A common way of using stored procedures is to control access to a database, along the lines of Table Data Gateway. I don’t have any strong feelings about whether or not to do this, and from what I’ve seen there’s no strong reason either way. In any case I prefer to isolate the database access with the same patterns, whether database access is through stored procedures or more regular SQL.

A Confession

Personally, I do use TDGs with Data Mappers, but I use them as highly reusable software components; they take advantage of SQL-standard describe statements to automatically generate most of the SQL I need when developing.
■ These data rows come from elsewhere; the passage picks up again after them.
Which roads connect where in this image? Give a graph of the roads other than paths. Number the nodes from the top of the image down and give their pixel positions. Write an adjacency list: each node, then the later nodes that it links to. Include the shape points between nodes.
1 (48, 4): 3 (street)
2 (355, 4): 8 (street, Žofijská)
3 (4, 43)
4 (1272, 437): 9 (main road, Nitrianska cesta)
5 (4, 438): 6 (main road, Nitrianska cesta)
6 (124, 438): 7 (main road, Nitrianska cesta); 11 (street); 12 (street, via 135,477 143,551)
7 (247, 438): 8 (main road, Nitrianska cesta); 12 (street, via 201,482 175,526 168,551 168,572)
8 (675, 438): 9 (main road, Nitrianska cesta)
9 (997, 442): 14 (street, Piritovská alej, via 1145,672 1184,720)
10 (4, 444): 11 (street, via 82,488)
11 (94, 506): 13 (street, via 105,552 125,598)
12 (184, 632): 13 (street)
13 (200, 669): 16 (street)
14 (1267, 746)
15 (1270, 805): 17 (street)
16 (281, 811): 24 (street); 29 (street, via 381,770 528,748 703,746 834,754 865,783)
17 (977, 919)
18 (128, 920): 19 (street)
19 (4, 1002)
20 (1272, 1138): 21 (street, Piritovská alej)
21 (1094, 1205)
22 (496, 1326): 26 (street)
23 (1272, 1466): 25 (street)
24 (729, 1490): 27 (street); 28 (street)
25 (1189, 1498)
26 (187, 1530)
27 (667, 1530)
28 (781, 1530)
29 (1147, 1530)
All that’s needed is that the name of a table is passed to the constructor of a TDG when it is instantiated, and the SQL statements effectively write themselves.

This works best in PHP with associative arrays; you can have a select() method which returns a result set object, then methods like insert and update accept associative arrays, mapping column names onto values.

And while I’m mentioning the method names of TDGs, I should note that I also like to use different function names from those Fowler suggests; to emphasize the distinction between the TDG and the Data Mapper, my Data Mappers tend to have methods create(…), find(…), update(…) and destroy(…), while my TDGs have methods insert(…), select(…), update(…) and delete(…).

In Java – since there are no associative arrays – it can result in some unneeded overhead and a loss of type safety, using HashMap or HashTable in the place of associative arrays – though I’ve never given it a full attempt. If I did I’d imagine it would make (excessive?) use of reflection, having the update and insert accept an argument of type java.lang.Object, reflectively mapping all its primitive type instance variables to table columns. I would leave the responsibility of persisting any non-primitive instance variables to the Data Mapper.